--- Stored data entries ---
# # #

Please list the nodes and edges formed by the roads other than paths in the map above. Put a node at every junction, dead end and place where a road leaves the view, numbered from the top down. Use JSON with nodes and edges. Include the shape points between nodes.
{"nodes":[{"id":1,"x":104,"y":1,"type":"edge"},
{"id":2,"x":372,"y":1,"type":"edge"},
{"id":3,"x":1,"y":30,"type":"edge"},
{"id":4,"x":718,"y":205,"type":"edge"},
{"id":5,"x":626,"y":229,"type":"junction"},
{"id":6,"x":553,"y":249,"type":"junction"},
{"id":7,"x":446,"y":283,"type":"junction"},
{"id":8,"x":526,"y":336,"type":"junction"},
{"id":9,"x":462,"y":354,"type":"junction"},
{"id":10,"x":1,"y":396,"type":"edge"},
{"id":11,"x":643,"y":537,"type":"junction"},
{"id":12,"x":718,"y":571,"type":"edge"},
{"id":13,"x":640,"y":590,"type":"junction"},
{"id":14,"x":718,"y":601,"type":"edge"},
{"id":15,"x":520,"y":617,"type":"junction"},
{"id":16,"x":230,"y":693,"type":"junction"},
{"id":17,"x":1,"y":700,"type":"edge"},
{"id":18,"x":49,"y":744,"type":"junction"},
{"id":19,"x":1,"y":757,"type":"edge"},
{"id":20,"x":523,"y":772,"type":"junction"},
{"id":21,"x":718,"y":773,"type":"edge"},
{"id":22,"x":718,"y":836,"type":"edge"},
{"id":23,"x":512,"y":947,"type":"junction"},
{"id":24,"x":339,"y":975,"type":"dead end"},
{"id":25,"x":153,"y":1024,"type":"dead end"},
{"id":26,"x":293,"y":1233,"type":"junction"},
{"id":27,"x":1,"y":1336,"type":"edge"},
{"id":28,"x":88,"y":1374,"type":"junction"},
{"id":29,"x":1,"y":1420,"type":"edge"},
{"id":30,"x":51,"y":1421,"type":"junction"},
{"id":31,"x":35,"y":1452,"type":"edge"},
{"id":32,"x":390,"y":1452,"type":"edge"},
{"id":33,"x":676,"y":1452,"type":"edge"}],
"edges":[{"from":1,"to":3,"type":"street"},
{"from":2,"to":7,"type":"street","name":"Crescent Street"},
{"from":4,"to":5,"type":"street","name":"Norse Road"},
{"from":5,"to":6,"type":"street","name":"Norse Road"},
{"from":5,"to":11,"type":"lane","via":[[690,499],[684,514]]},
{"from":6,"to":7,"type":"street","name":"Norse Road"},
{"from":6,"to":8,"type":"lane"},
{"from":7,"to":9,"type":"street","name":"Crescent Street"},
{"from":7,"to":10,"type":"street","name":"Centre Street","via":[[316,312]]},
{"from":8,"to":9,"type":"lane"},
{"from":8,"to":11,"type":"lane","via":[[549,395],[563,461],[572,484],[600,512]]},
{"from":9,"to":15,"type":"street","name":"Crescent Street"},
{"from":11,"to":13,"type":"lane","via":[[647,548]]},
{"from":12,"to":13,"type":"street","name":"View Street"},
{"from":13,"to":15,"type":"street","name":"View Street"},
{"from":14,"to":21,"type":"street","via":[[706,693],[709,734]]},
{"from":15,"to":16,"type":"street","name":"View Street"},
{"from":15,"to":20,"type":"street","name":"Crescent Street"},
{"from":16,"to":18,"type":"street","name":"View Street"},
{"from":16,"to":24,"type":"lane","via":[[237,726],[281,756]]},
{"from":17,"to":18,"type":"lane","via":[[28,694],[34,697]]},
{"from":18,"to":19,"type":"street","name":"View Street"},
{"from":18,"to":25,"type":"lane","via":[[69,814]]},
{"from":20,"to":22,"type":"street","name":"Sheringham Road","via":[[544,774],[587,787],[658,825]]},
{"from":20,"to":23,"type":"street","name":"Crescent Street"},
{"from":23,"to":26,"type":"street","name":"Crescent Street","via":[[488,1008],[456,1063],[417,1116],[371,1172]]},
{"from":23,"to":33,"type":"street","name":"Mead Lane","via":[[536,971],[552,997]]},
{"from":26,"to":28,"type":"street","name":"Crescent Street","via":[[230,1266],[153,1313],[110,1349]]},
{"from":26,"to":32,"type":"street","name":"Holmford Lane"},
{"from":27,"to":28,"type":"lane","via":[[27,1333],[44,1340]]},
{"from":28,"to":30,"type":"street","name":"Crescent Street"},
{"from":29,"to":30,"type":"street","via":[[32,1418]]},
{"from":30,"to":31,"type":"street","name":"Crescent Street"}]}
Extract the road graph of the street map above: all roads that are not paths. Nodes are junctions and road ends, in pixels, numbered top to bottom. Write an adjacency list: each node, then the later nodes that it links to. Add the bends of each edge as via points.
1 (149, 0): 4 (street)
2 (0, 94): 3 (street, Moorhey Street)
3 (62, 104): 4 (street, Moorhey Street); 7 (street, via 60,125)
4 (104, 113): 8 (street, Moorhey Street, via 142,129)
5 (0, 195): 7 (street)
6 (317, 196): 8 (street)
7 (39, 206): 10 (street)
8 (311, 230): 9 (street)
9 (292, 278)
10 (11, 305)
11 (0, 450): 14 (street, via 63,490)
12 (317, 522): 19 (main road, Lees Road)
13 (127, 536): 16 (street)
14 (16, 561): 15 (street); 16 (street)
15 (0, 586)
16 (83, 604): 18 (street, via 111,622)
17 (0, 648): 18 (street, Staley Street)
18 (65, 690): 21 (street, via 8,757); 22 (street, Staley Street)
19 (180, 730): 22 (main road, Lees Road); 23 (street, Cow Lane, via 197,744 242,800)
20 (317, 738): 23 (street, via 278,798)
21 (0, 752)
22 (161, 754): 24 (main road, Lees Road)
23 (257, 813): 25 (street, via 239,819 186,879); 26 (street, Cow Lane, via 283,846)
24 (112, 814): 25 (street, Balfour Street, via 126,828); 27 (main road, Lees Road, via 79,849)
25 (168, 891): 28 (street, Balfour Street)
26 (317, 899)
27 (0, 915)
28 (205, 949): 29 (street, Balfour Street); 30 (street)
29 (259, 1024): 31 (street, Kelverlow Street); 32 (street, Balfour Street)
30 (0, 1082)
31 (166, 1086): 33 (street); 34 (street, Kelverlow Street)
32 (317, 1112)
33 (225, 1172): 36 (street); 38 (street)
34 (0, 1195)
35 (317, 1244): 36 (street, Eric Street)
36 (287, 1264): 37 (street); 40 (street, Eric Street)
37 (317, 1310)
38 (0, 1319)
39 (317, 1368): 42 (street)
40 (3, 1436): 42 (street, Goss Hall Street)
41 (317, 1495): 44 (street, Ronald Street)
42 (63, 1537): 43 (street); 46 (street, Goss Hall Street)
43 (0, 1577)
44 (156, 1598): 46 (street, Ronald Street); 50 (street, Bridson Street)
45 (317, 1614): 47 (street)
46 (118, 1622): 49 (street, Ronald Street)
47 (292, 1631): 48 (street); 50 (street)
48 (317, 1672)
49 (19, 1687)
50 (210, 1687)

# # #

--- Exercise prompt ---
Please copy out the data above exactly.

--- Task output ---
Please list the nodes and edges formed by the roads other than paths in the map above. Put a node at every junction, dead end and place where a road leaves the view, numbered from the top down. Use JSON with nodes and edges. Include the shape points between nodes.
{"nodes":[{"id":1,"x":104,"y":1,"type":"edge"},
{"id":2,"x":372,"y":1,"type":"edge"},
{"id":3,"x":1,"y":30,"type":"edge"},
{"id":4,"x":718,"y":205,"type":"edge"},
{"id":5,"x":626,"y":229,"type":"junction"},
{"id":6,"x":553,"y":249,"type":"junction"},
{"id":7,"x":446,"y":283,"type":"junction"},
{"id":8,"x":526,"y":336,"type":"junction"},
{"id":9,"x":462,"y":354,"type":"junction"},
{"id":10,"x":1,"y":396,"type":"edge"},
{"id":11,"x":643,"y":537,"type":"junction"},
{"id":12,"x":718,"y":571,"type":"edge"},
{"id":13,"x":640,"y":590,"type":"junction"},
{"id":14,"x":718,"y":601,"type":"edge"},
{"id":15,"x":520,"y":617,"type":"junction"},
{"id":16,"x":230,"y":693,"type":"junction"},
{"id":17,"x":1,"y":700,"type":"edge"},
{"id":18,"x":49,"y":744,"type":"junction"},
{"id":19,"x":1,"y":757,"type":"edge"},
{"id":20,"x":523,"y":772,"type":"junction"},
{"id":21,"x":718,"y":773,"type":"edge"},
{"id":22,"x":718,"y":836,"type":"edge"},
{"id":23,"x":512,"y":947,"type":"junction"},
{"id":24,"x":339,"y":975,"type":"dead end"},
{"id":25,"x":153,"y":1024,"type":"dead end"},
{"id":26,"x":293,"y":1233,"type":"junction"},
{"id":27,"x":1,"y":1336,"type":"edge"},
{"id":28,"x":88,"y":1374,"type":"junction"},
{"id":29,"x":1,"y":1420,"type":"edge"},
{"id":30,"x":51,"y":1421,"type":"junction"},
{"id":31,"x":35,"y":1452,"type":"edge"},
{"id":32,"x":390,"y":1452,"type":"edge"},
{"id":33,"x":676,"y":1452,"type":"edge"}],
"edges":[{"from":1,"to":3,"type":"street"},
{"from":2,"to":7,"type":"street","name":"Crescent Street"},
{"from":4,"to":5,"type":"street","name":"Norse Road"},
{"from":5,"to":6,"type":"street","name":"Norse Road"},
{"from":5,"to":11,"type":"lane","via":[[690,499],[684,514]]},
{"from":6,"to":7,"type":"street","name":"Norse Road"},
{"from":6,"to":8,"type":"lane"},
{"from":7,"to":9,"type":"street","name":"Crescent Street"},
{"from":7,"to":10,"type":"street","name":"Centre Street","via":[[316,312]]},
{"from":8,"to":9,"type":"lane"},
{"from":8,"to":11,"type":"lane","via":[[549,395],[563,461],[572,484],[600,512]]},
{"from":9,"to":15,"type":"street","name":"Crescent Street"},
{"from":11,"to":13,"type":"lane","via":[[647,548]]},
{"from":12,"to":13,"type":"street","name":"View Street"},
{"from":13,"to":15,"type":"street","name":"View Street"},
{"from":14,"to":21,"type":"street","via":[[706,693],[709,734]]},
{"from":15,"to":16,"type":"street","name":"View Street"},
{"from":15,"to":20,"type":"street","name":"Crescent Street"},
{"from":16,"to":18,"type":"street","name":"View Street"},
{"from":16,"to":24,"type":"lane","via":[[237,726],[281,756]]},
{"from":17,"to":18,"type":"lane","via":[[28,694],[34,697]]},
{"from":18,"to":19,"type":"street","name":"View Street"},
{"from":18,"to":25,"type":"lane","via":[[69,814]]},
{"from":20,"to":22,"type":"street","name":"Sheringham Road","via":[[544,774],[587,787],[658,825]]},
{"from":20,"to":23,"type":"street","name":"Crescent Street"},
{"from":23,"to":26,"type":"street","name":"Crescent Street","via":[[488,1008],[456,1063],[417,1116],[371,1172]]},
{"from":23,"to":33,"type":"street","name":"Mead Lane","via":[[536,971],[552,997]]},
{"from":26,"to":28,"type":"street","name":"Crescent Street","via":[[230,1266],[153,1313],[110,1349]]},
{"from":26,"to":32,"type":"street","name":"Holmford Lane"},
{"from":27,"to":28,"type":"lane","via":[[27,1333],[44,1340]]},
{"from":28,"to":30,"type":"street","name":"Crescent Street"},
{"from":29,"to":30,"type":"street","via":[[32,1418]]},
{"from":30,"to":31,"type":"street","name":"Crescent Street"}]}
Extract the road graph of the street map above: all roads that are not paths. Nodes are junctions and road ends, in pixels, numbered top to bottom. Write an adjacency list: each node, then the later nodes that it links to. Add the bends of each edge as via points.
1 (149, 0): 4 (street)
2 (0, 94): 3 (street, Moorhey Street)
3 (62, 104): 4 (street, Moorhey Street); 7 (street, via 60,125)
4 (104, 113): 8 (street, Moorhey Street, via 142,129)
5 (0, 195): 7 (street)
6 (317, 196): 8 (street)
7 (39, 206): 10 (street)
8 (311, 230): 9 (street)
9 (292, 278)
10 (11, 305)
11 (0, 450): 14 (street, via 63,490)
12 (317, 522): 19 (main road, Lees Road)
13 (127, 536): 16 (street)
14 (16, 561): 15 (street); 16 (street)
15 (0, 586)
16 (83, 604): 18 (street, via 111,622)
17 (0, 648): 18 (street, Staley Street)
18 (65, 690): 21 (street, via 8,757); 22 (street, Staley Street)
19 (180, 730): 22 (main road, Lees Road); 23 (street, Cow Lane, via 197,744 242,800)
20 (317, 738): 23 (street, via 278,798)
21 (0, 752)
22 (161, 754): 24 (main road, Lees Road)
23 (257, 813): 25 (street, via 239,819 186,879); 26 (street, Cow Lane, via 283,846)
24 (112, 814): 25 (street, Balfour Street, via 126,828); 27 (main road, Lees Road, via 79,849)
25 (168, 891): 28 (street, Balfour Street)
26 (317, 899)
27 (0, 915)
28 (205, 949): 29 (street, Balfour Street); 30 (street)
29 (259, 1024): 31 (street, Kelverlow Street); 32 (street, Balfour Street)
30 (0, 1082)
31 (166, 1086): 33 (street); 34 (street, Kelverlow Street)
32 (317, 1112)
33 (225, 1172): 36 (street); 38 (street)
34 (0, 1195)
35 (317, 1244): 36 (street, Eric Street)
36 (287, 1264): 37 (street); 40 (street, Eric Street)
37 (317, 1310)
38 (0, 1319)
39 (317, 1368): 42 (street)
40 (3, 1436): 42 (street, Goss Hall Street)
41 (317, 1495): 44 (street, Ronald Street)
42 (63, 1537): 43 (street); 46 (street, Goss Hall Street)
43 (0, 1577)
44 (156, 1598): 46 (street, Ronald Street); 50 (street, Bridson Street)
45 (317, 1614): 47 (street)
46 (118, 1622): 49 (street, Ronald Street)
47 (292, 1631): 48 (street); 50 (street)
48 (317, 1672)
49 (19, 1687)
50 (210, 1687)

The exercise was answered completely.